Hacker News new | ask | show | jobs
by ordu 95 days ago
The bitter lesson has no utility function, but it has a predicting power. Decision theory, bayesian networks and causality will see a niche applications while LLMs are getting all the money. If the former are as good as their promises, they will be developing tools and accruing a knowledge of how to use them and which problems are good for them. It will last till LLMs hit the local maxima and will not be able to move further. They will try to eat even more resources to overcome it, but they'll get just some more evidence of LLMs being trapped in a local maxima. Stocks will crush, the market will correct itself, and a lot of smart unemployed people will start to look for ways to get away from local maxima.

At that moment things will become really interesting. If decision theory, bayesianism and causality will be able to show something that can be combined with LLM to create something marketable, then they will have their big chance. Or maybe those smart people will devise some other way out of the local maxima.

Bayesian methods and causality has their applications, there are tools to use them, but you can't just feed news into them to get back a most likely structure of a secret global government run by interdimensional lizard people. Probably if you combine them with LLM, than the resulting tool will be able to perform this task?

1 comments

What irks me a bit at the way the Bitter Lesson is interpreted is that seemingly it didn't just throw out handcrafted model/feature generation, but also any attempt to interpret the learned models and features.

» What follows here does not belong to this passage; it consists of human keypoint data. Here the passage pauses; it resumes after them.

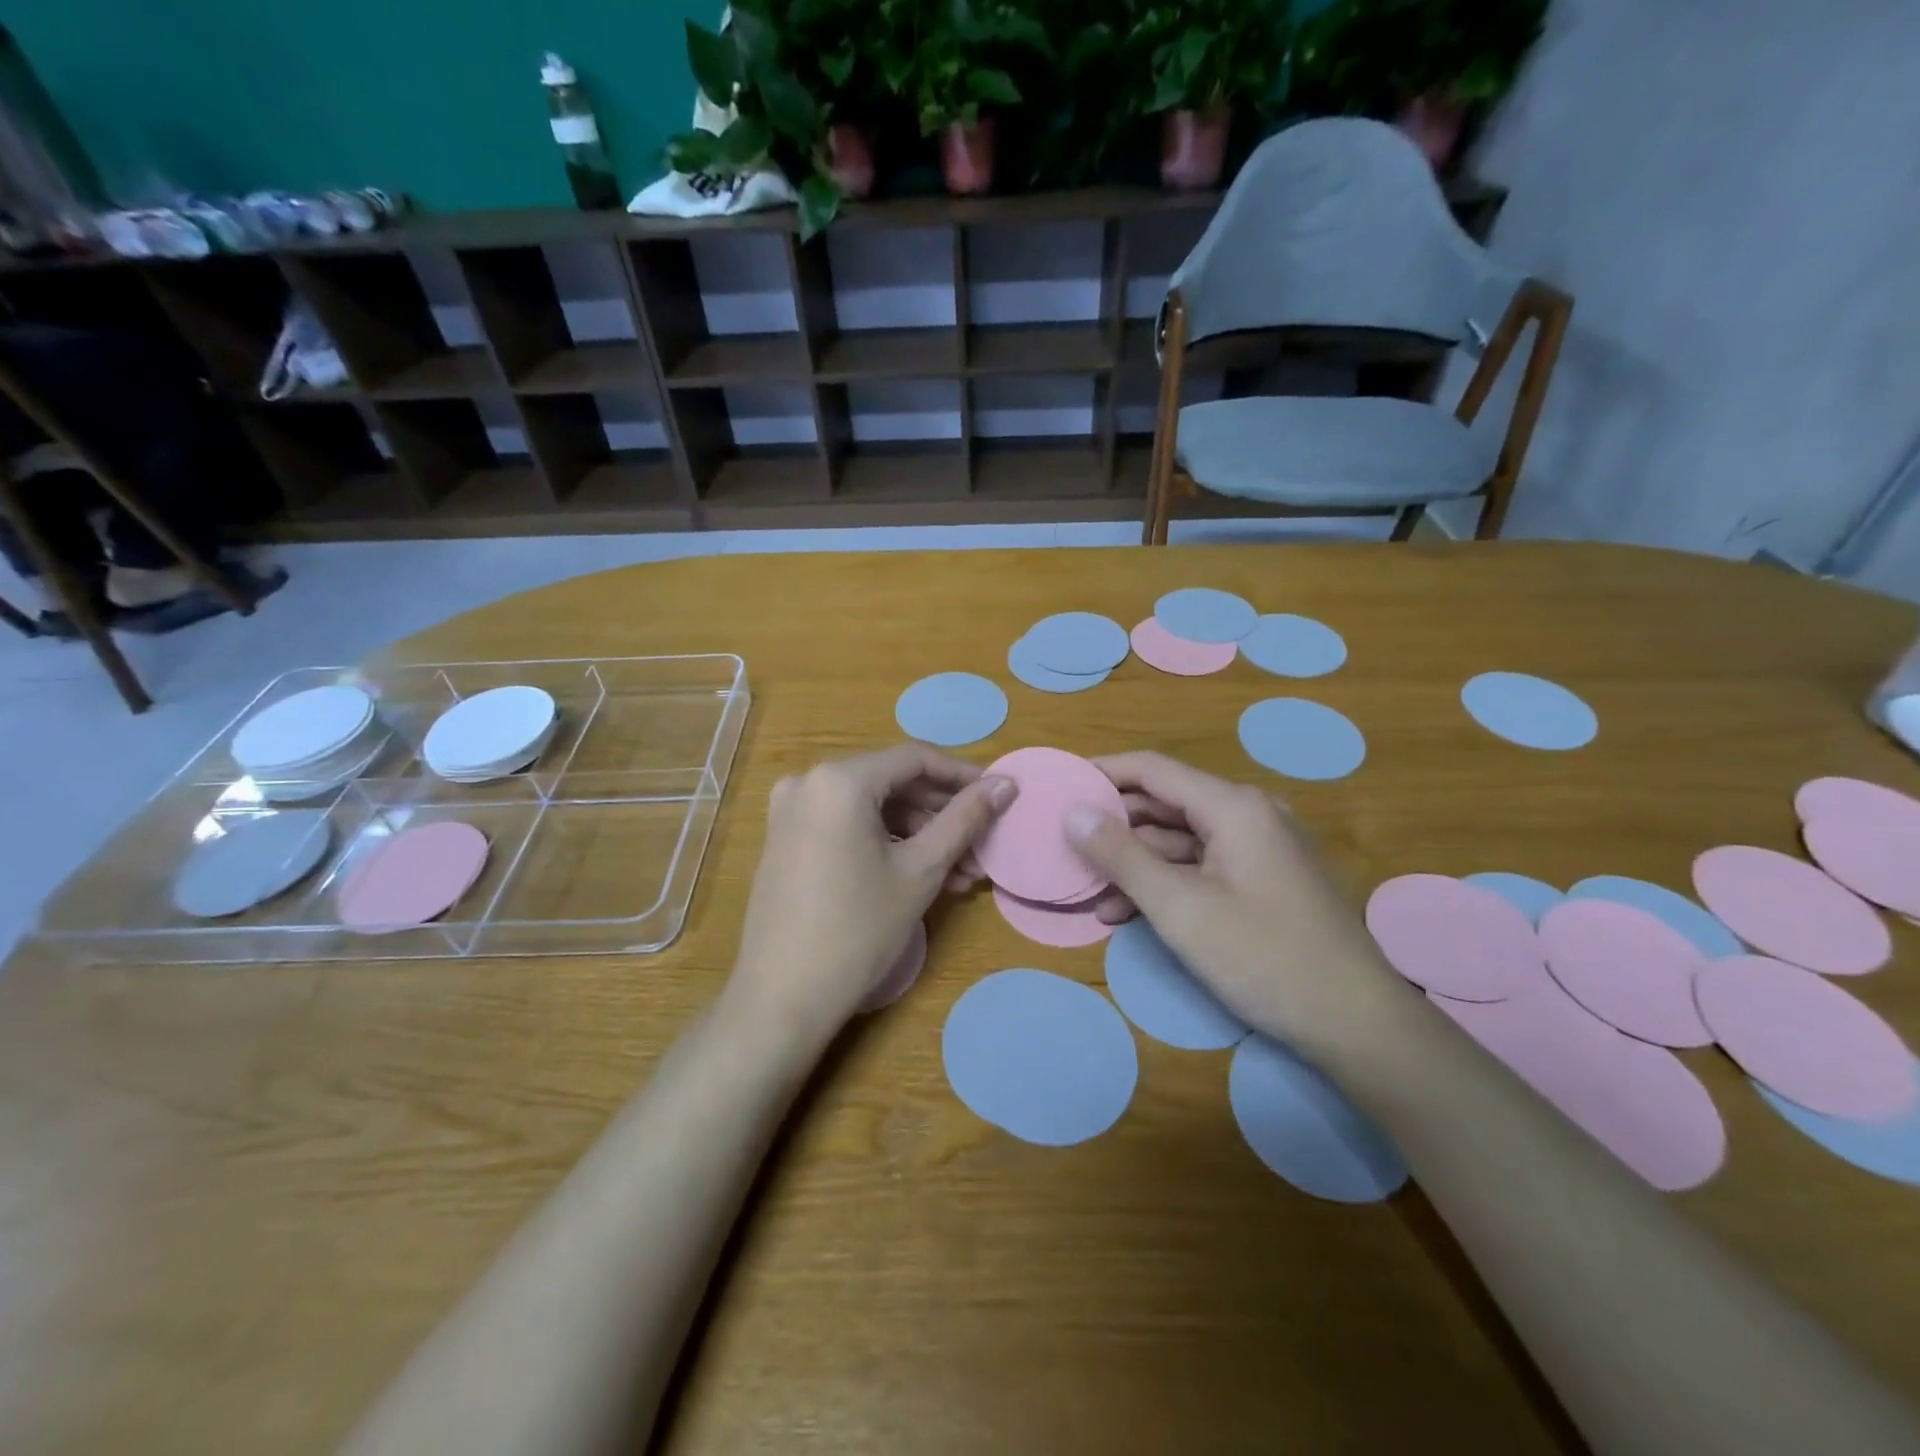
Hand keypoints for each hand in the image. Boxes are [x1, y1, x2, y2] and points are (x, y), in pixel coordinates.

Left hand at [728, 745, 1016, 1043]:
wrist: (781, 998)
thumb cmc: (858, 929)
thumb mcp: (921, 870)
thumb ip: (965, 819)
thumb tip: (1006, 783)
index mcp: (839, 779)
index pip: (915, 759)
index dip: (963, 776)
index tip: (999, 797)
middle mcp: (808, 782)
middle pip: (892, 783)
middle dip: (942, 815)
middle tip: (982, 847)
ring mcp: (791, 812)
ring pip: (872, 809)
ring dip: (919, 835)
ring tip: (962, 874)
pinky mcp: (786, 840)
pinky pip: (847, 826)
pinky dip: (886, 843)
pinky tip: (920, 875)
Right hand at [1068, 752, 1405, 1054]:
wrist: (1357, 1023)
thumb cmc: (1263, 956)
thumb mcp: (1180, 908)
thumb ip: (1121, 856)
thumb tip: (1073, 813)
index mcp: (1232, 806)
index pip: (1152, 769)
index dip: (1102, 773)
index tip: (1058, 787)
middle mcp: (1248, 815)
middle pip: (1165, 804)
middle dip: (1114, 826)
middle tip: (1065, 846)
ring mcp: (1259, 849)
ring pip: (1180, 841)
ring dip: (1135, 864)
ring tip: (1090, 894)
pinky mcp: (1264, 881)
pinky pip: (1202, 867)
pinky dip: (1165, 884)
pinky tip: (1129, 913)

Like, in theory, this should be the absolute best time for people interested in analyzing unstructured data: Here there is this wealth of open-weight models, trained on half the internet that must have developed all kinds of absolutely insane feature detectors for all kinds of media: Programming languages, human-language prose, images, audio, video, whatever you want!

In practice, the models are mostly treated as black boxes and the weights as inscrutable. Which is why we now have the weird situation that our models are able to understand incredibly subtle and abstract semantic concepts in text - but the pre- and postprocessing is still on the level of regexes and string heuristics like 50 years ago. There doesn't seem to be any inbetween.